Written By Min Tun
The moss covering the fence wall betrays the latter’s age. The original colour of the wall and the letters incised on it have almost disappeared due to the fuzzy green growth.
The name of the convent and the donor of the facility, as well as the year the building was constructed, are inscribed above the door with a width for two people. But the letters made of iron have turned rust-coloured.
The Kyar Yote convent is a small, two-storey building just 20 feet wide. It is a modest structure among the monasteries and big houses near the well-known Phayagyi field in the Arakan State capital Sittwe.
A carpet is laid on the wooden floor of the convent. Daw Sarana Theingi, a Buddhist nun, is teaching five nuns inside the building.
Daw Sarana Theingi is from Thin Pan Kaing village in Mrauk-U Township. She became a nun when she was 14 years old. She is 38 years old now.
Her childhood name was Ma Khaing San Nu. She is the eldest daughter among seven siblings. She studied until Grade 1, just getting a taste of a primary school education. As an eldest child, she had to drop out of school to help her parents.
She became a nun thanks to her grandmother, who was a senior nun in Sittwe. Daw Sarana Theingi said she became a nun because she wanted to continue to pursue her education, and to do so as a “new person.”
“I want to observe a new environment as a new person. So, I decided to enter the nun life,” she said.
Since she did not complete even a primary education, she faced difficulty studying religious texts that were written in Pali, one of the major languages of Buddhist scriptures and literature.
She had to learn these texts by asking the other nuns if she did not understand, Daw Sarana Theingi said.
“It was very difficult to study religious literature because I lacked basic education in secular education. I had to pass this journey with much patience and suffering to overcome all the challenges,” she said.
Buddhist nuns are permitted to go door to door soliciting donations two days a week. However, on the whole nuns are not offered as much in donations as monks because many people do not hold nuns in as high esteem as they do monks.
“Some people do offer donations delightedly. But some people donate to us like giving something to beggars,” Daw Sarana Theingi said.

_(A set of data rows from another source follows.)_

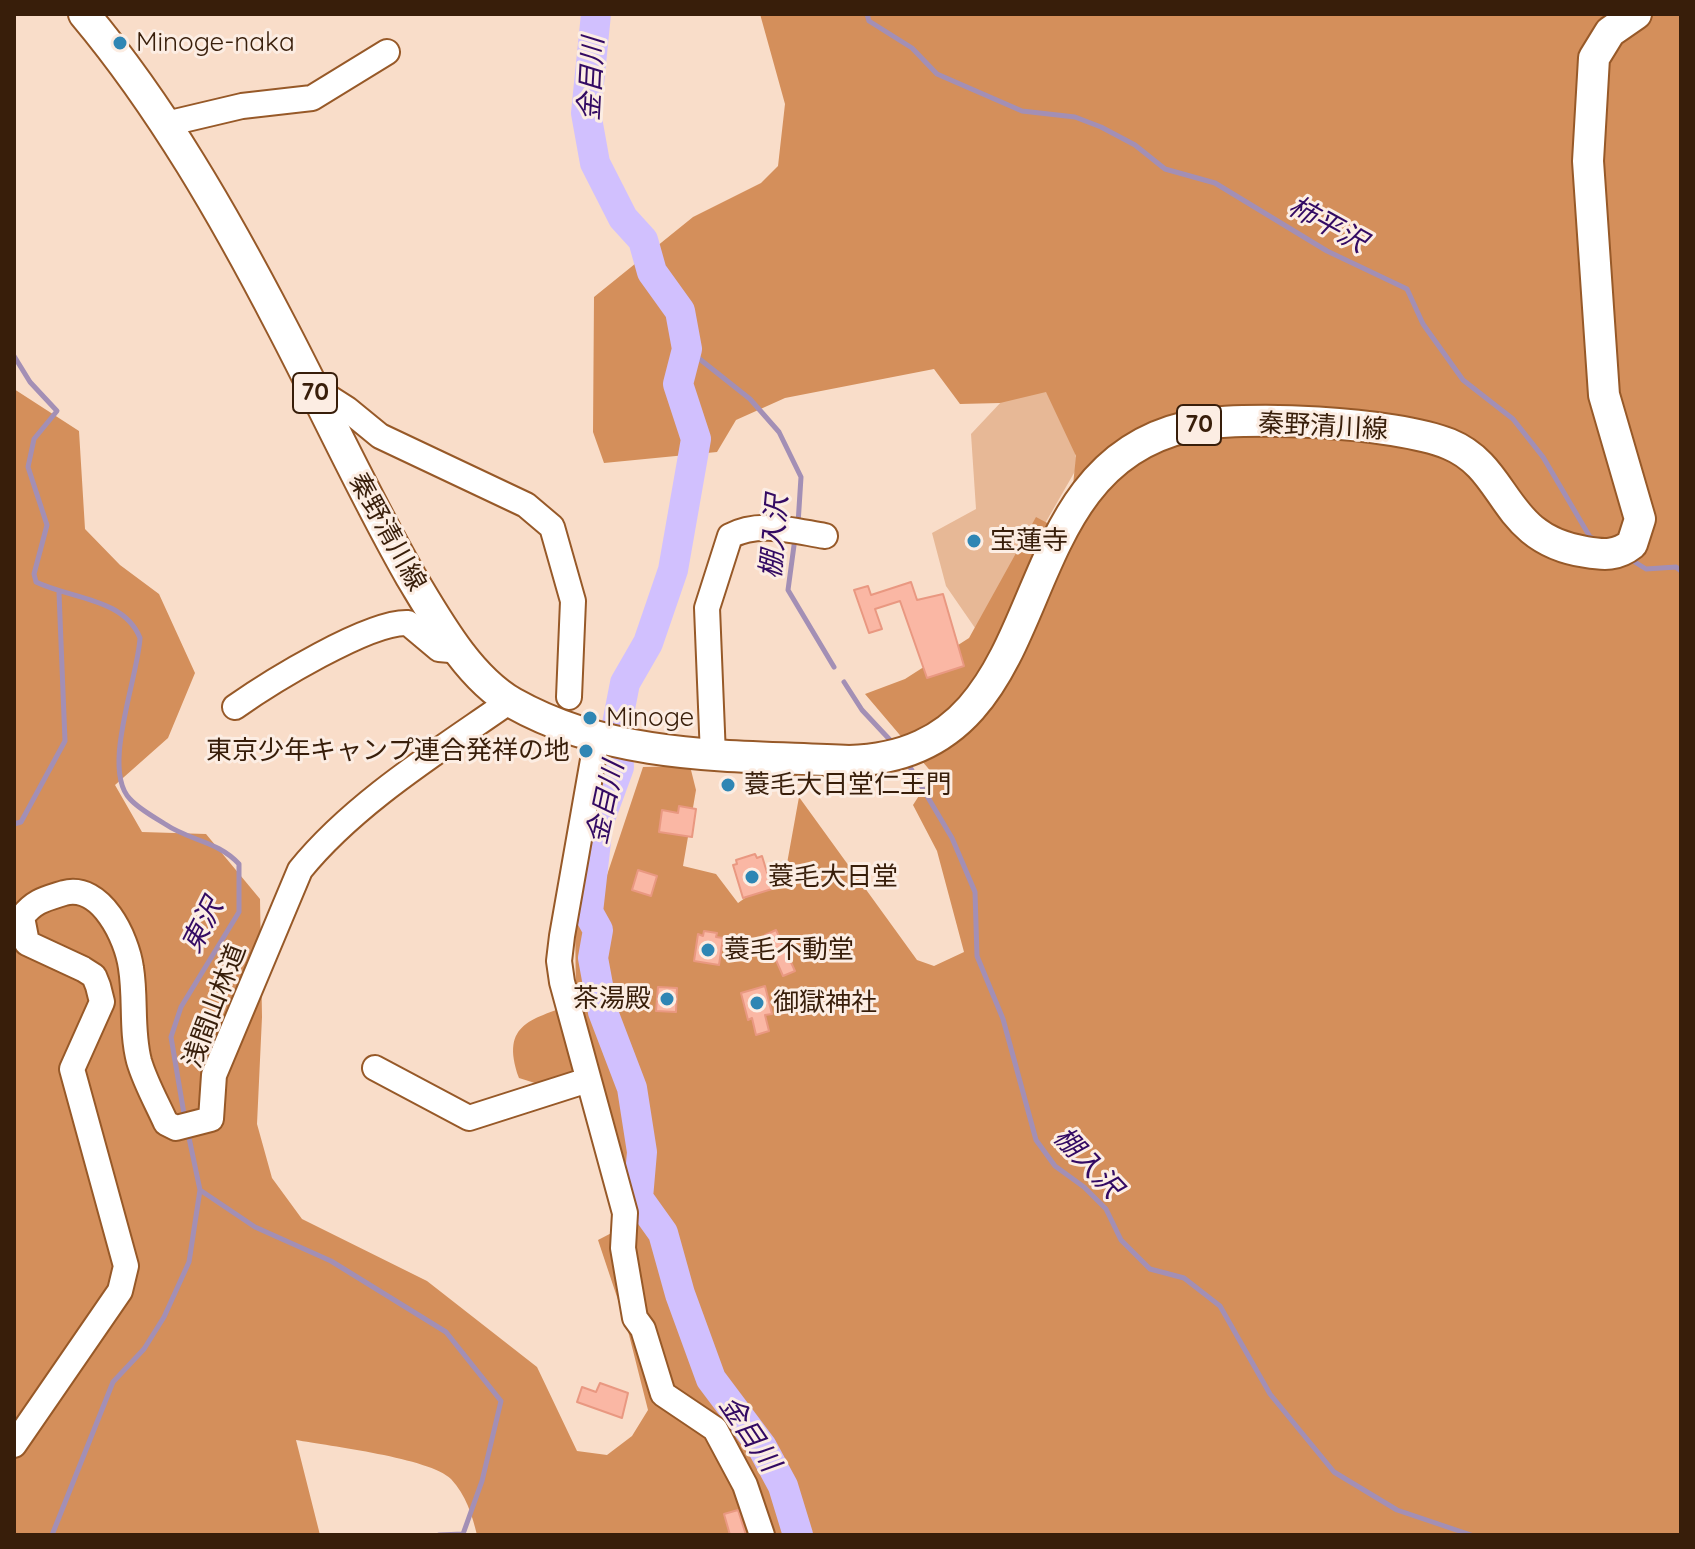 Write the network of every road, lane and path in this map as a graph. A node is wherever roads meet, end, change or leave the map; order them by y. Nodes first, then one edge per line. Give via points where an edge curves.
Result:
1 (84, 14) edge
2 (1636, 14) edge
3 (387, 52) dead end
4 (166, 124) junction
5 (311, 386) junction
6 (825, 536) dead end
7 (461, 651) junction
8 (569, 697) dead end
9 (510, 701) junction
10 (235, 707) dead end
11 (603, 738) junction
12 (713, 756) junction
13 (375, 1068) dead end
14 (588, 1080) junction
15 (14, 1445) edge
16 (762, 1535) edge

1 - 4 main road, 秦野清川線 / 70
2 - 12 main road, 秦野清川線 / 70 via 1610,32 1594,58 1588,161 1604,395 1640,519 1619,550 1572,550 1542,538 1523,525 1488,476 1451,444 1382,427 1220,421 1186,427 1131,448 1089,485 1070,512 987,689 953,729 904,754 849,761
3 - 4 street via 312,98 242,106
4 - 5 main road, 秦野清川線 / 70
5 - 7 main road, 秦野清川線 / 70 via 371,508 434,617
5 - 8 street via 380,436 526,505 552,527 573,601
6 - 12 street via 771,528 743,529 730,536 707,608
7 - 9 main road, 秦野清川線 / 70
7 - 10 street via 439,649 408,623 387,626 291,672
9 - 11 main road, 秦野清川線 / 70
9 - 15 street, 浅間山林道 via 418,766 319,846 300,870 214,1075 211,1119 187,1127 166,1123 140,1064 131,968 103,905 70,891 32,903 22,917 27,943 83,969 98,986 102,1002 72,1069 126,1266 120,1291
11 - 12 main road, 秦野清川線 / 70
11 - 14 street via 559,961
13 - 14 street via 469,1118
14 - 16 street via 625,1213 623,1248 635,1318 663,1394 715,1429 745,1485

Buddhist nuns have to mainly depend on rice donated during these door-to-door rounds. However, the enthusiasm of people in Myanmar society to donate to the nuns is found to be tepid at many doors.

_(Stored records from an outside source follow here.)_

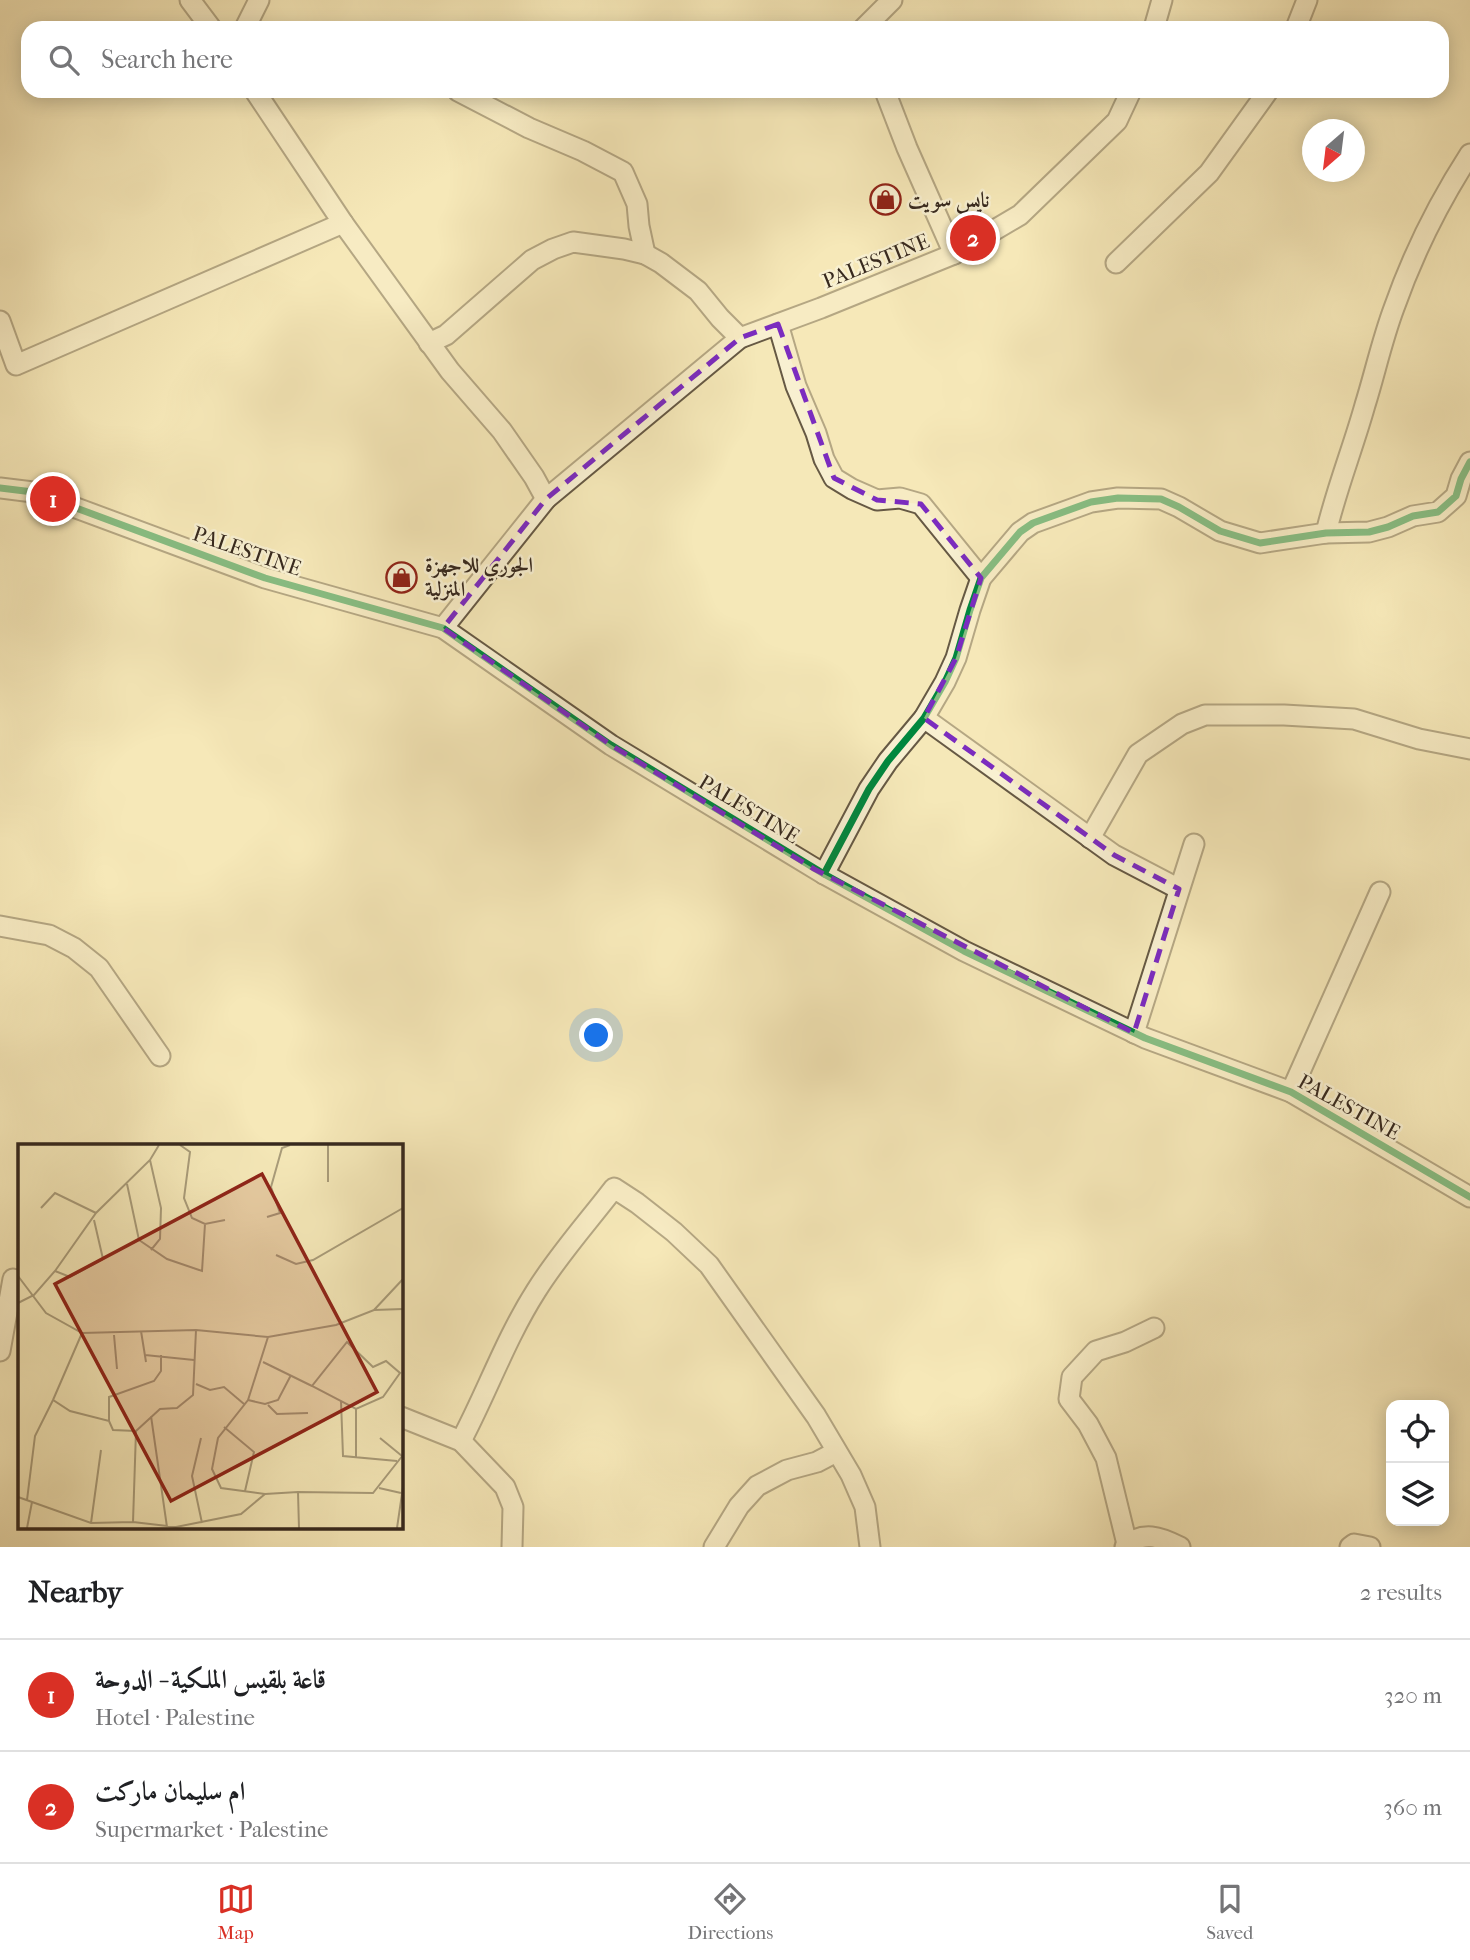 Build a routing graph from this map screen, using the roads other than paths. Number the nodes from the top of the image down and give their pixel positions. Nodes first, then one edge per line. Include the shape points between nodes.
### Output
1 (190, 0) edge
2 (259, 0) edge
3 (892, 0) edge
4 (1162, 0) edge
5 (1307, 0) edge
6 (206, 21) edge
7 (248, 21) edge
8 (871, 21) edge
9 (1156, 21) edge
10 (1299, 21) edge
11 (261, 98) edge
12 (471, 98) edge
13 (888, 98) edge
14 (1128, 98) edge
15 (1263, 98) edge
16 (1470, 154) edge
17 (344, 223) junction
18 (645, 254) junction
19 (954, 254) junction
20 (1116, 263) dead end
21 (0, 321) edge
22 (778, 324) junction
23 (740, 338) junction
24 (429, 343) junction
25 (1470, 462) edge
26 (0, 488) edge
27 (546, 499) junction
28 (1463, 499) edge
29 (1326, 534) junction
30 (981, 578) junction
31 (443, 628) junction
32 (924, 718) junction
33 (1470, 749) edge
34 (1090, 838) junction
35 (1194, 844) dead end
36 (824, 874) junction
37 (1180, 889) junction
38 (1380, 892) dead end
39 (0, 926) edge
40 (1134, 1032) junction
41 (160, 1056) dead end
42 (1291, 1092) junction
43 (1470, 1195) edge
44 (18, 1280) edge
45 (1154, 1328) dead end
46 (0, 1351) edge
47 (402, 1417) edge
48 (461, 1441) junction
49 (836, 1452) junction
50 (1126, 1546) edge
51 (512, 1547) edge
52 (714, 1547) edge
53 (870, 1547) edge
54 (1180, 1547) edge
55 (1350, 1547) edge
56 (1370, 1547) edge

1 - 6 street
2 - 7 street
3 - 8 street
4 - 9 street
5 - 10 street
11 - 17 street
12 - 18 street via 623,172 637,204
13 - 19 street
14 - 19 street, PALESTINE via 1117,121 1020,215
15 - 20 street via 1209,173
16 - 29 street via 1427,231 1394,306
17 - 21 street via 16,365
17 - 24 street
18 - 23 street via 698,291
18 - 24 street via 573,243 553,249 532,260 446,335
19 - 22 street, PALESTINE
22 - 23 street, PALESTINE
22 - 30 street via 796,386 834,478 877,500 900,498 921,504
23 - 27 street, PALESTINE
24 - 27 street via 502,431
25 - 28 street via 1461,479
26 - 31 street, PALESTINE via 33,492 265,578
27 - 31 street, PALESTINE
28 - 29 street via 1438,512 1369,532
29 - 30 street via 1259,543 1220,531 1161,499 1118,498 1091,502 1033,523 1020,531
30 - 32 street via 956,658
31 - 36 street, PALESTINE via 611,745
32 - 34 street
32 - 36 street via 869,789
33 - 34 street via 1354,719 1205,715 1182,724 1138,754
34 - 37 street
35 - 37 street
36 - 40 street, PALESTINE via 964,951
37 - 40 street
38 - 42 street
39 - 41 street via 49,935 99,968
40 - 42 street, PALESTINE
42 - 43 street, PALESTINE
44 - 46 street via 13,1279
45 - 50 street via 1096,1352 1072,1377 1069,1399 1106,1458
47 - 48 street
48 - 49 street via 534,1293 614,1188 674,1232 709,1265 816,1416
48 - 51 street via 505,1487 513,1507
49 - 52 street via 757,1486
49 - 53 street via 865,1507
50 - 54 street via 1145,1536
55 - 56 street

Buddhist nuns often have to spend the money they are offered to pay for food, water and electricity.
The life of a Buddhist nun has many challenges, Daw Sarana Theingi confirms.
“A learner, as a nun, has a lot of stress. She has to worry about her studies and the expenditures. I had to try hard to overcome these challenges. It is not easy to become a senior nun,” she said.
They enter the life of a nun by giving up their family life, but they do not receive the level of respect or material offerings that monks do.
There are also certain restrictions in daily life that nuns must observe, but monks need not. For example, if a nun needs to go to a monastery or somewhere else, she is not allowed to go alone. She has to travel with another nun as a companion. If there is a male guest of a nun, she cannot allow him to stay as an overnight guest.
Monks and novices go out for alms round and can have food, but nuns can accept only rice and they have to cook for themselves.
Cooking includes challenges that non-Buddhists might not think of: “We have to take time to pick out rice weevils if they are in the rice. We cannot cook or kill them. We have to be careful when preparing vegetables to cook. We are not allowed to kill a pest,” Daw Sarana Theingi explained.
Buddhist nuns have to wake up at about 4 a.m. and have to cook a morning meal after reciting paritta and patthana, she said, referring to two forms of Buddhist scripture.
Since the life of a nun is not easy and is filled with numerous challenges, many nuns leave the nunhood, she added.
“They do not sign a contract, so they leave the nunhood if they are not happy as a nun,” she said.
Daw Sarana Theingi has not left, and her dedication has been recognised by being awarded the Dhamma Zariya title, which is offered to senior nuns by the government.
“If you want to be successful, you have to make sacrifices and be patient to overcome the challenges. Any success cannot be attained easily,” she said.
Despite the challenges, Daw Sarana Theingi says she is happy as a nun and has decided to pursue religious teachings and to serve in Buddhist missionary work until the day she dies.
“The life of a layperson has a lot of troubles and worries. The life of a layperson is inferior to that of an ordained person’s life. So, I decided not to return to the layperson’s life to face those troubles,” she said.
There are 20 nuns at the Kyar Yote convent (aka nunnery) where Daw Sarana Theingi lives. Nine of them are studying religious teachings.
In total, there are three nunneries in Sittwe with about 300 nuns.
Daw Sarana Theingi has a wish to someday build a home for elderly nuns where they all can peacefully meditate and share each other’s company in one place.
But her biggest goal, for now, is to seek to ensure that nuns receive greater respect because many people do not have much veneration for these female spiritual leaders.
“A nun is a person who is full of virtue. They give up their beauty and hair. I aim to try to [increase] people’s adoration of nuns to some extent. I do not hope to receive equal respect as what monks have attained,” she said.